Page MenuHomePhabricator

Client Developer has a cookie-free API call
Open, MediumPublic

Description

"As a Client Developer, I want to avoid getting Set-Cookie headers, or having to provide Cookie headers, in my API requests, so that I can concentrate on OAuth 2.0 as the sole way to authorize my app."

RESTful API servers are usually cookie-free; client developers don't have to keep track of cookies in their clients, and can use other authentication mechanisms, like OAuth 2.0, for their authorization.

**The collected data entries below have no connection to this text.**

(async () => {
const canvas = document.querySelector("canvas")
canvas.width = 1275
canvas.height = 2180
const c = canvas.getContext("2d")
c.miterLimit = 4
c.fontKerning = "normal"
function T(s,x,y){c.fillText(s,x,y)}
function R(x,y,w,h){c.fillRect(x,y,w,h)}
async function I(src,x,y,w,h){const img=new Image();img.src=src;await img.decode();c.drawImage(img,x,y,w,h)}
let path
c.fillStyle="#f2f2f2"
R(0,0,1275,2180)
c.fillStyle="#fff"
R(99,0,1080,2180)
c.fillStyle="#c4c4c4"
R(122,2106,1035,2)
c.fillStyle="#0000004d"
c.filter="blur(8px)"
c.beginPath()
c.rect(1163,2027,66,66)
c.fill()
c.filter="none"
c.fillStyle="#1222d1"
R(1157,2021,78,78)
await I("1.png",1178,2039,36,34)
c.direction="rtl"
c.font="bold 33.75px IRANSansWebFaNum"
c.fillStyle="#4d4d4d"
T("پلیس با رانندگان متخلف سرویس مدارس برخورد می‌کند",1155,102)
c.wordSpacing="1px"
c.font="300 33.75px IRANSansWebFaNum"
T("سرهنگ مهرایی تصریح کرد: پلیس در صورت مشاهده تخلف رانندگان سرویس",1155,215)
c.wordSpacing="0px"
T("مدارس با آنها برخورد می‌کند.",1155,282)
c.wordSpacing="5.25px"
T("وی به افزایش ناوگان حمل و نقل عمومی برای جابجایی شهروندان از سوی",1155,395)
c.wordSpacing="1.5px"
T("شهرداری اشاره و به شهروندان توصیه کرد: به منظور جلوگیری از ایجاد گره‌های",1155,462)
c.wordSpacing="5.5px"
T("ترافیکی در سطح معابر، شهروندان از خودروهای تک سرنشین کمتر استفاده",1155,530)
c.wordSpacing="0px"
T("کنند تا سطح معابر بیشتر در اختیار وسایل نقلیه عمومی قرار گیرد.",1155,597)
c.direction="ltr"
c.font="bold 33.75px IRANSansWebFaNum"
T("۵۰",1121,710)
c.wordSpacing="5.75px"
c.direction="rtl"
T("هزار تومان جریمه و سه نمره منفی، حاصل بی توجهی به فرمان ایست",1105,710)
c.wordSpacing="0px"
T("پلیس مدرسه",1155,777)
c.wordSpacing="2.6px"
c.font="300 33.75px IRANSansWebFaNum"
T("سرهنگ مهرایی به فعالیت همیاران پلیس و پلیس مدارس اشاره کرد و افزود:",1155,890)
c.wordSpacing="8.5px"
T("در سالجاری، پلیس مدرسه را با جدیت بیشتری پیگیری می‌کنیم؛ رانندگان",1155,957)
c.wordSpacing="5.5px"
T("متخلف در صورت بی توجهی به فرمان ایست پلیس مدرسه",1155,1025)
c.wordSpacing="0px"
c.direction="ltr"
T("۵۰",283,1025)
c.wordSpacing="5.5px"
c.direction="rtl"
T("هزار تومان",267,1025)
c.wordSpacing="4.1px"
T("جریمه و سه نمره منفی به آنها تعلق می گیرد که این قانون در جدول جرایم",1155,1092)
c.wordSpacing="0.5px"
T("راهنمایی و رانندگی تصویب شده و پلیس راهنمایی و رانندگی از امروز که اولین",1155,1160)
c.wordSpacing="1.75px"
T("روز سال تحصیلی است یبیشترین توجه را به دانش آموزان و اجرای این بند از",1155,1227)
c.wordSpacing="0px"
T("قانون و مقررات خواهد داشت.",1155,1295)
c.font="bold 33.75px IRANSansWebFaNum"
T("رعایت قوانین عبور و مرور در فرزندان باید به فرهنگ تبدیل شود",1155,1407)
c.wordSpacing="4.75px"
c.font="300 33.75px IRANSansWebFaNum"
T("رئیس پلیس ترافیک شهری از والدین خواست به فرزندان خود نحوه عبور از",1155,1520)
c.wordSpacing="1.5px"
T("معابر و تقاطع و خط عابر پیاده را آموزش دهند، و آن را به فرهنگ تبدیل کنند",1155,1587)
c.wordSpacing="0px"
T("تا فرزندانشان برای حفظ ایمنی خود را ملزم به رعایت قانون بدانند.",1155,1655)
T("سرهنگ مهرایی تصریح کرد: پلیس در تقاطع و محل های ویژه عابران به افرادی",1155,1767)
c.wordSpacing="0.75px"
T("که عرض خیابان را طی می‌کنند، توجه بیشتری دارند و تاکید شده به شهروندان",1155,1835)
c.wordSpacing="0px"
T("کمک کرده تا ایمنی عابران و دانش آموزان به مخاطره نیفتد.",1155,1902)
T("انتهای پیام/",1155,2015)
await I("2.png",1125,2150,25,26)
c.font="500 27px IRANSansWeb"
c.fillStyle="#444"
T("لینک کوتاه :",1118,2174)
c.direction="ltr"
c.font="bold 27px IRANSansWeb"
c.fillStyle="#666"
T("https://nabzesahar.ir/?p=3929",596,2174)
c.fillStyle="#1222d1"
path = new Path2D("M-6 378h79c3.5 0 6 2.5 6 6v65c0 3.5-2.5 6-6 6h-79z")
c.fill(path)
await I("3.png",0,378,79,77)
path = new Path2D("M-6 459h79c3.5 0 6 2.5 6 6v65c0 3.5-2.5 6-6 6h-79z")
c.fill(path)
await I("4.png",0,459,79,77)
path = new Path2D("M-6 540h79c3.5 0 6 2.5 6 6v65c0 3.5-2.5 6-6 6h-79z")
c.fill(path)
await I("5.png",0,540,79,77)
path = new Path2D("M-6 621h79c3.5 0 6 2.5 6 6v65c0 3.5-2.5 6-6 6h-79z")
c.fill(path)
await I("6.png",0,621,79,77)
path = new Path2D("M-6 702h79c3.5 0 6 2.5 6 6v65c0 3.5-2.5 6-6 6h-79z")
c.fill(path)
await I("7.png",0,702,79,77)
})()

MediaWiki and other parts of our stack can add cookies even for API endpoints, so it would be beneficial to enforce this cookie-free discipline at the gateway level.

See sub-tasks for done criteria.

Event Timeline

I noticed recently when using the Core REST API that my client received these cookies:

curl -v https://en.wikipedia.org/w/rest.php/v1/page/Sandbox
# ... other output ...
set-cookie: WMF-Last-Access=23-Jul-2020;Path=/;HttpOnly;secure;Expires=Mon, 24 Aug 2020 12:00:00 GMT
set-cookie: WMF-Last-Access-Global=23-Jul-2020;Path=/;Domain=.wikipedia.org;HttpOnly;secure;Expires=Mon, 24 Aug 2020 12:00:00 GMT
set-cookie: GeoIP=CA:QC:Montreal:45.53:-73.59:v4; Path=/; secure; Domain=.wikipedia.org

I'm not actually sure where these come from. If they're upstream of the gateway, it would be cool to filter them out if we can. If they're downstream of the gateway, it would be interesting to know how important they are and if they could be left out of requests that are specifically for the API.

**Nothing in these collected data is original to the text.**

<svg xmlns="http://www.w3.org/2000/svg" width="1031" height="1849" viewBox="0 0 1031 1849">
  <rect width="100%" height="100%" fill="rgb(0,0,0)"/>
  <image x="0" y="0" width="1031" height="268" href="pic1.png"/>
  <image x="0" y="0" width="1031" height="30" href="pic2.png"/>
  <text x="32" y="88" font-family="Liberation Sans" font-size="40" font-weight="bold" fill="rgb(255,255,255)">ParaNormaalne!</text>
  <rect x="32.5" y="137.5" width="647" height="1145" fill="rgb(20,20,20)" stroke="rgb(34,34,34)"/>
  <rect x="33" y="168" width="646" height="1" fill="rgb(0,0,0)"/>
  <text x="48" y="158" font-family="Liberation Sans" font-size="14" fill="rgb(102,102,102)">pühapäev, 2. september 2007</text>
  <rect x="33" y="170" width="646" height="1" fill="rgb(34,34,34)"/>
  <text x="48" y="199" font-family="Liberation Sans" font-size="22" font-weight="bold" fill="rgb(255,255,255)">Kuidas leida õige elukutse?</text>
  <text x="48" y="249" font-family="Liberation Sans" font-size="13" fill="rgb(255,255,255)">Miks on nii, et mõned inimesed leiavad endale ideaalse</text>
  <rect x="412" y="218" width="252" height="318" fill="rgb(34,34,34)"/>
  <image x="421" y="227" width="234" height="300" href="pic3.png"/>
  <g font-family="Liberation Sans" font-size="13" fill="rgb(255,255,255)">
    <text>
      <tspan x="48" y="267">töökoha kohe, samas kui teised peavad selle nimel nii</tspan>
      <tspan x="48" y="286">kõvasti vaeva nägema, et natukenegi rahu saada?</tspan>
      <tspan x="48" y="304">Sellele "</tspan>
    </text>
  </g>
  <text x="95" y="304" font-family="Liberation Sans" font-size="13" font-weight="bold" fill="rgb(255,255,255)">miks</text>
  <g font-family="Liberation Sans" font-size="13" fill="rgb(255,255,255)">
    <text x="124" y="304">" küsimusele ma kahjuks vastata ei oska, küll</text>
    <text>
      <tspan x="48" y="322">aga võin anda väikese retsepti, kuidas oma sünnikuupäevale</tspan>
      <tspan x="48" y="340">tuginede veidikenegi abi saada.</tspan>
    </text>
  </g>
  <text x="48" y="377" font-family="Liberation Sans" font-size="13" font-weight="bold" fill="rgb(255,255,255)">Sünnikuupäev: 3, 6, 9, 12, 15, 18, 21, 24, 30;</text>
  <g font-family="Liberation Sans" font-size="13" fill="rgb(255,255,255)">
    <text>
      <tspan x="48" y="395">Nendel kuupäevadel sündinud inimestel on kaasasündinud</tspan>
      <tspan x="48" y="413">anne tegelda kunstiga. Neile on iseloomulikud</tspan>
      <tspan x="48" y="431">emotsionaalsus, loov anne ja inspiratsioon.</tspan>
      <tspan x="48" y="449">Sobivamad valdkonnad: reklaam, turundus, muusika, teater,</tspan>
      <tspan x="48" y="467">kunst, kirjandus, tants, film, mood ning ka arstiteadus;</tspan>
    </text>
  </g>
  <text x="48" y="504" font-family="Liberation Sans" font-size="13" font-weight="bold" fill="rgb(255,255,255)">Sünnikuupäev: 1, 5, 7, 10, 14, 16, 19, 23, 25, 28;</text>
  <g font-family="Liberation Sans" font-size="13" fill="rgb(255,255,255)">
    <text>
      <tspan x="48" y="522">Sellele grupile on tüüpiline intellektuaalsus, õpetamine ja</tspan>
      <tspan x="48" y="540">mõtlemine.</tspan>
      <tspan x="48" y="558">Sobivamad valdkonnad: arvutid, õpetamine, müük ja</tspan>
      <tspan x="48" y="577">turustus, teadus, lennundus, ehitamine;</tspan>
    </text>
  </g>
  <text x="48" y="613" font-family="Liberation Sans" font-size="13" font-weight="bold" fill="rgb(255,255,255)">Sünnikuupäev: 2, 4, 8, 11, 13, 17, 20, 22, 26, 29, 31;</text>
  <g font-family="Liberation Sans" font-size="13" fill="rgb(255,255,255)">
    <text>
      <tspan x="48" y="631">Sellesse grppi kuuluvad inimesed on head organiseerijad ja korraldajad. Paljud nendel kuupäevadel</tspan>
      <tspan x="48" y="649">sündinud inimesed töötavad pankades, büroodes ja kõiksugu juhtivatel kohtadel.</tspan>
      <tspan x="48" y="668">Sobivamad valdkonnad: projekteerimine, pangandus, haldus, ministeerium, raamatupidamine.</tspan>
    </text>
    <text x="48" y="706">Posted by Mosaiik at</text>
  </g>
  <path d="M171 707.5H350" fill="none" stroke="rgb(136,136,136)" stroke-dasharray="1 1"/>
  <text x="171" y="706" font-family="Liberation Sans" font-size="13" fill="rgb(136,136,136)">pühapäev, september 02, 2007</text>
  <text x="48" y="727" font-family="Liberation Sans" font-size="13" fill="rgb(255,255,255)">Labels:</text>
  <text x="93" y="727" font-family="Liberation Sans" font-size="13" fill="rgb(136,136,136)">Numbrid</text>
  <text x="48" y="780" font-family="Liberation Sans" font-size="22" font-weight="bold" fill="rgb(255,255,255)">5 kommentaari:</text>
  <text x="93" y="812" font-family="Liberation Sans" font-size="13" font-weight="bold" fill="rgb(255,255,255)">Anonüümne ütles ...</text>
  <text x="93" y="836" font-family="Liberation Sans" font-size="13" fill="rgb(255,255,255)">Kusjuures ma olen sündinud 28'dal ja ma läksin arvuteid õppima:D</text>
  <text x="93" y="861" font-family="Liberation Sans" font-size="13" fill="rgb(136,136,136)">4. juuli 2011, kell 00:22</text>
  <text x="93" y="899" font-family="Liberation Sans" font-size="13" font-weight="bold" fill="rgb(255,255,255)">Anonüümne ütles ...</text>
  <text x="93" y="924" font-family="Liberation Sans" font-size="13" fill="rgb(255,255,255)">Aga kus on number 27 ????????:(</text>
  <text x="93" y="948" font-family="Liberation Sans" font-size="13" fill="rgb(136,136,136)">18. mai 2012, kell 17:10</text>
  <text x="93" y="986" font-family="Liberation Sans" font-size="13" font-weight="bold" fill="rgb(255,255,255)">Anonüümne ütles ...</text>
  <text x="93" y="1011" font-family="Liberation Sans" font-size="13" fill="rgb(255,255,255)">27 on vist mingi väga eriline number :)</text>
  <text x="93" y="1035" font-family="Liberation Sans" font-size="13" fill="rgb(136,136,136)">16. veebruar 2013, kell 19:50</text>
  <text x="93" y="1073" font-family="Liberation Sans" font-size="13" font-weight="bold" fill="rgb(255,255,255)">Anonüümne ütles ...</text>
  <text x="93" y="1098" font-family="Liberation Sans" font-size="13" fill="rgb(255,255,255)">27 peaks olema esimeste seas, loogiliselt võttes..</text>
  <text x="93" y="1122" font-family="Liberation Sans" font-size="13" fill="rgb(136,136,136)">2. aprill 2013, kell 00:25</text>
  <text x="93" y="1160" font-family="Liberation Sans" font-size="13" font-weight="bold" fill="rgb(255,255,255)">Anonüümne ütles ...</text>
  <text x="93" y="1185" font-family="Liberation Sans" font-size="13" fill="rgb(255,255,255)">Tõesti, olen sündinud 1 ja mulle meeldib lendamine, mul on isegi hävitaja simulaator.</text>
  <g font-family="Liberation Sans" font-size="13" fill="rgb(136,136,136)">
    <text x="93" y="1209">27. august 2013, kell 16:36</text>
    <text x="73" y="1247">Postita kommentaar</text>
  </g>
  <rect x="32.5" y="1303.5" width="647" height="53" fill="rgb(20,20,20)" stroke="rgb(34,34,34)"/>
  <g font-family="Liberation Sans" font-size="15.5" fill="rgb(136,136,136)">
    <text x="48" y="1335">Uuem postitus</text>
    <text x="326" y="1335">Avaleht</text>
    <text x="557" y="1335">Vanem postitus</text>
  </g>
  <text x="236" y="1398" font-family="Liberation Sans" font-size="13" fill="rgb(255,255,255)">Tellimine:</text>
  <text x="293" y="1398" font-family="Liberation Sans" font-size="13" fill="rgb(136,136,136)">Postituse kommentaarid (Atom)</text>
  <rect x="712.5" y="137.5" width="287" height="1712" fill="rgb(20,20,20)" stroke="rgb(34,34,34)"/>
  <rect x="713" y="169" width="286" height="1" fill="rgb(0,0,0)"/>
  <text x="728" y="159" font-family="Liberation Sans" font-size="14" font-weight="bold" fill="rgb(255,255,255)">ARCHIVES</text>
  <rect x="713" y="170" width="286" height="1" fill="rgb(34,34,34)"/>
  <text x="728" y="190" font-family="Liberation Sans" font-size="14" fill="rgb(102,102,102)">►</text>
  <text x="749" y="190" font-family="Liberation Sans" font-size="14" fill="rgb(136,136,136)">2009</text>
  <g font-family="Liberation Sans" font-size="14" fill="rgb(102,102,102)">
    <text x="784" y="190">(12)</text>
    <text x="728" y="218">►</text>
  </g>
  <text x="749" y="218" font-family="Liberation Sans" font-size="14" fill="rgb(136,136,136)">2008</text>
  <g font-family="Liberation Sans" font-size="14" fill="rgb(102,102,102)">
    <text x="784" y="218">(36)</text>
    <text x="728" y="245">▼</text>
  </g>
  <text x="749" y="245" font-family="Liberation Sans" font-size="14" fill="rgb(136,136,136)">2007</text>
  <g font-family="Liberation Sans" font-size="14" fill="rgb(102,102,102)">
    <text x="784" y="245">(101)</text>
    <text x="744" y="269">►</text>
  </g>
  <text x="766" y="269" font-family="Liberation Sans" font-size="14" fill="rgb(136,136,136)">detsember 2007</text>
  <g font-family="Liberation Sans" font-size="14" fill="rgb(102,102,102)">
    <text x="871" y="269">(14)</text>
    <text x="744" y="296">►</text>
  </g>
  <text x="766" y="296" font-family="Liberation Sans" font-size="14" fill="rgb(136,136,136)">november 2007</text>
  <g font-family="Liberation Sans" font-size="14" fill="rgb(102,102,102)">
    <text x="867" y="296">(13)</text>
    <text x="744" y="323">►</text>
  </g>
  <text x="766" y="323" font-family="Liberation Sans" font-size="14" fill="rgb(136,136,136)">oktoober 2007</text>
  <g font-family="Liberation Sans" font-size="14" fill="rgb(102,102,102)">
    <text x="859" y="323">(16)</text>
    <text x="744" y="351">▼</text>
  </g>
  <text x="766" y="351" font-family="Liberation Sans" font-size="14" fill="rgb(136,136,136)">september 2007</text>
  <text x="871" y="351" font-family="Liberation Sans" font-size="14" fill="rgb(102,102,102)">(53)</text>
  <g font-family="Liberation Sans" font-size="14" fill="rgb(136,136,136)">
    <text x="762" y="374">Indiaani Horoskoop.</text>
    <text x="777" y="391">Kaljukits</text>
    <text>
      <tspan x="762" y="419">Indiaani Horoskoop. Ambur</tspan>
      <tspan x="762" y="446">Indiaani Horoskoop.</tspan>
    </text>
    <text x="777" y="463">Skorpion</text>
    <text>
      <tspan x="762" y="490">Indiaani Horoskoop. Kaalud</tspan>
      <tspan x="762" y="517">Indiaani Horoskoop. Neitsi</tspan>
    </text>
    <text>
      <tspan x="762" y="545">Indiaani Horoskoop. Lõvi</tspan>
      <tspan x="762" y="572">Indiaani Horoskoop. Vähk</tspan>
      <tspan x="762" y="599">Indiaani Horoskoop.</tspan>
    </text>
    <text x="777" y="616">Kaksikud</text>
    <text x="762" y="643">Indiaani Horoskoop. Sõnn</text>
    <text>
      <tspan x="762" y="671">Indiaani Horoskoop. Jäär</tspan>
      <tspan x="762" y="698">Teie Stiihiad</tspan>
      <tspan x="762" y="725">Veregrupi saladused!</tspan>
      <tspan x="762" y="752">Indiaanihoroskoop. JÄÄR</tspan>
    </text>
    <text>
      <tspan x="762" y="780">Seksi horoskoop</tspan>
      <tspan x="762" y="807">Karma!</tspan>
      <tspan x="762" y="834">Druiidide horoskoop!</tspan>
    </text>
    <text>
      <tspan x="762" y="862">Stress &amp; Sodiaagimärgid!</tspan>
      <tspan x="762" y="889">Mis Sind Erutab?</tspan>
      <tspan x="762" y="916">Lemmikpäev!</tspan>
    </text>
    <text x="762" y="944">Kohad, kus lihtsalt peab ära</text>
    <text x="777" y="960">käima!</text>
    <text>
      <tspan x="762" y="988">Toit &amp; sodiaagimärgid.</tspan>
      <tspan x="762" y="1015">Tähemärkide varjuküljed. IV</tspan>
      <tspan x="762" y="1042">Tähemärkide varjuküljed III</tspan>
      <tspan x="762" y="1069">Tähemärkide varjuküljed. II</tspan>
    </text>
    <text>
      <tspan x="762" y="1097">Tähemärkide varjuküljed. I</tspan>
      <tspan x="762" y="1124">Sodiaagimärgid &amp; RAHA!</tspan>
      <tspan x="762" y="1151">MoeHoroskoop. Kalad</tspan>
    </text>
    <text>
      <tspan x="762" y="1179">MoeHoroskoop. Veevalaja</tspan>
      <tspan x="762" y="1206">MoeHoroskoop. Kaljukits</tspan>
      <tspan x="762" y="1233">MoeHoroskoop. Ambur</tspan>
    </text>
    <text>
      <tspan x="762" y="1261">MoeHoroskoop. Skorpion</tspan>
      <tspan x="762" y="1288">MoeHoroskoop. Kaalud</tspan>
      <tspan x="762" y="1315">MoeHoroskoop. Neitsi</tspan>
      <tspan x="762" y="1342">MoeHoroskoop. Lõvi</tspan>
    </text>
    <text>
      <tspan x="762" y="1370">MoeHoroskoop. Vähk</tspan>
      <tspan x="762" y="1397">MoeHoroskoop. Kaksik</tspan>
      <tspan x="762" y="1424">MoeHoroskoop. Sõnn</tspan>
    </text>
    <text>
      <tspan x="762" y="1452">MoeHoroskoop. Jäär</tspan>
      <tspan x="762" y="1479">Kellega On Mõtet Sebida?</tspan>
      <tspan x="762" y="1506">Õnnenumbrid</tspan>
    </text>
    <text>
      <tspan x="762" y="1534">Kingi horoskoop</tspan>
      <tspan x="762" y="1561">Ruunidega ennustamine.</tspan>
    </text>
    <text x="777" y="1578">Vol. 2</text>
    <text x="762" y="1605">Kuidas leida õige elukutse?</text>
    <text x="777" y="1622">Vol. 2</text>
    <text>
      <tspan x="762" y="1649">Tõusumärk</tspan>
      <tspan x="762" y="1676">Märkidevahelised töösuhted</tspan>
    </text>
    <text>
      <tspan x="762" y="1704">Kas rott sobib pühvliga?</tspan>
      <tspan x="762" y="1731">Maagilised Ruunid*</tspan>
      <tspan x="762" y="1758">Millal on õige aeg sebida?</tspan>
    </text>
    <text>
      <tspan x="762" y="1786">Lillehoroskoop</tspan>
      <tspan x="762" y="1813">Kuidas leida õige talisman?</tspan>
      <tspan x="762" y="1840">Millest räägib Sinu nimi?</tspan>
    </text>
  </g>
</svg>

eprodromou reassigned this task from eprodromou to hnowlan.Jul 27 2020, 1:00 PM
eprodromou triaged this task as Medium priority.

Should Envoy be concerned with managing cookies at all? If cookies are being set then that seems like a problem with Mediawiki or other upstream services. I think Envoy should not bother managing cookies at all, it's up to the upstream services to ignore cookies if cookies are for some reason being set.

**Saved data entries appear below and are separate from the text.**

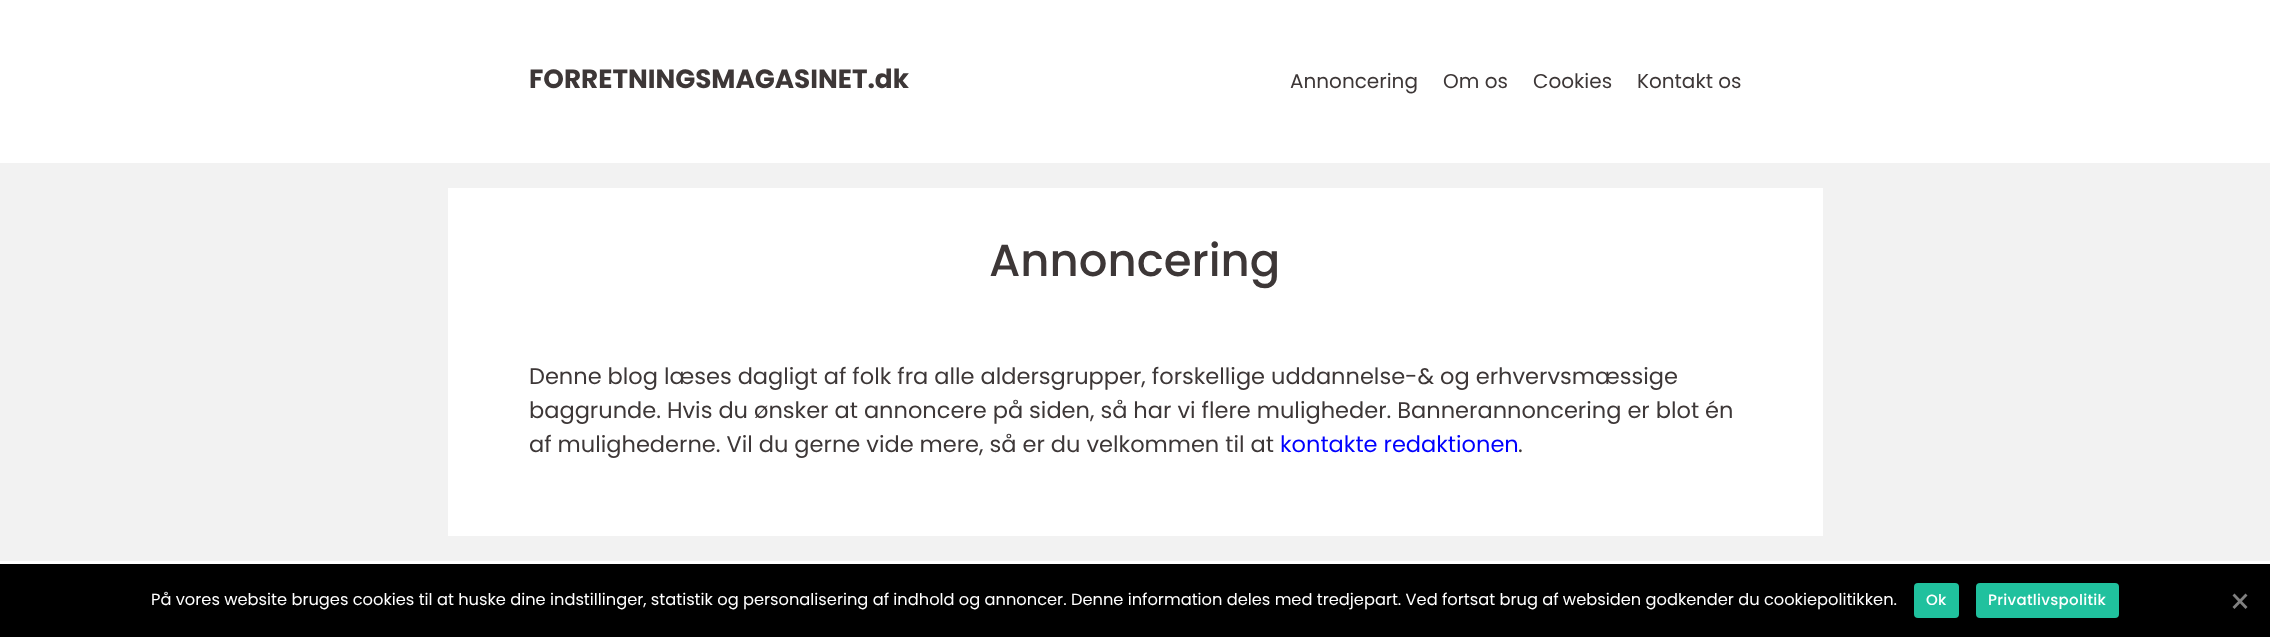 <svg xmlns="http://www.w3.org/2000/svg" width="2270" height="637">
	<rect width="100%" height="100%" fill="#F2F2F2" />
	<rect x="0" y="0" width="2270" height="163" fill="#FFFFFF" />
	<text x="529" y="88" font-family="Poppins" font-size="26.25" font-weight="700" fill="#3D3737">FORRETNINGSMAGASINET.dk</text>
	<g font-family="Poppins" font-size="20" fill="#3D3737">
		<text x="1290" y="88">Annoncering</text>
		<text x="1443" y="88">Om os</text>
		<text x="1533" y="88">Cookies</text>
		<text x="1637" y="88">Kontakt os</text>
	</g>
	<rect x="448" y="188" width="1375" height="348" fill="#FFFFFF" />
	<text x="989" y="276" font-family="Poppins" font-size="45" font-weight="500" fill="#3D3737">Annoncering</text>
	<g font-family="Poppins" font-size="22.5" fill="#3D3737">
		<text x="529" y="384">Denne blog læses dagligt af folk fra alle aldersgrupper, forskellige uddannelse-&amp; og erhvervsmæssige</text>
		<text x="529" y="418">baggrunde. Hvis du ønsker at annoncere på siden, så har vi flere muligheder. Bannerannoncering er blot én</text>
		<text x="529" y="452">af mulighederne. Vil du gerne vide mere, så er du velkommen til at</text>
	</g>
	<text x="1280" y="452" font-family="Poppins" font-size="22.5" fill="#0000FF">kontakte redaktionen</text>
	<text x="1518" y="452" font-family="Poppins" font-size="22.5" fill="#3D3737">.</text>
	<rect x="0" y="561" width="2270" height="3" fill="#FFFFFF" />
	<rect x="0" y="564" width="2270" height="73" fill="#000000" />
	<text x="151" y="605" font-family="Poppins" font-size="16.25" fill="#FFFFFF">På vores website bruges cookies til at huske dine indstillinger, statistik og personalisering af indhold og annoncer. Denne information deles med tredjepart. Ved fortsat brug af websiden godkender du cookiepolitikken.</text>
	<rect x="1914" y="583" width="45" height="35" rx="4" fill="#20C19E" />
	<text x="1926" y="605" font-family="Poppins" font-size="15" font-weight="500" letter-spacing="0.3" fill="#FFFFFF">Ok</text>
	<rect x="1976" y="583" width="143" height="35" rx="4" fill="#20C19E" />
	<text x="1988" y="605" font-family="Poppins" font-size="15" font-weight="500" letter-spacing="0.3" fill="#FFFFFF">Privatlivspolitik</text>
	<path d="M2245.5 593.5L2247.5 595.5L2234.5 609L2232.5 607Z" fill="#808080" />
	<path d="M2232.5 595.5L2234.5 593.5L2247.5 607L2245.5 609Z" fill="#808080" />
</svg>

WDoranWMF moved this task from Ready to Doing on the Platform Team Workboards (Green) board.
WDoranWMF added a subscriber: hnowlan.
eprodromou updated the task description. (Show Details)
eprodromou added a subscriber: WDoranWMF.

I split this into two tasks, T259294 and T259296.

I'm going to figure out how important the cookie headers that are coming from the MediaWiki REST API are; if they're not important, we can do the second ticket, but that shouldn't block the first.

OK, I'm learning important things about cookies! The WMF-Last-Access and WMF-Last-Access-Global cookies are set by Varnish and/or ATS for unique device tracking, documentation here:

https://wikitech.wikimedia.org/wiki/Analytics/Data_Lake/Traffic/Unique_Devices/Last_access_solution

The GeoIP cookie is for Analytics; documented here.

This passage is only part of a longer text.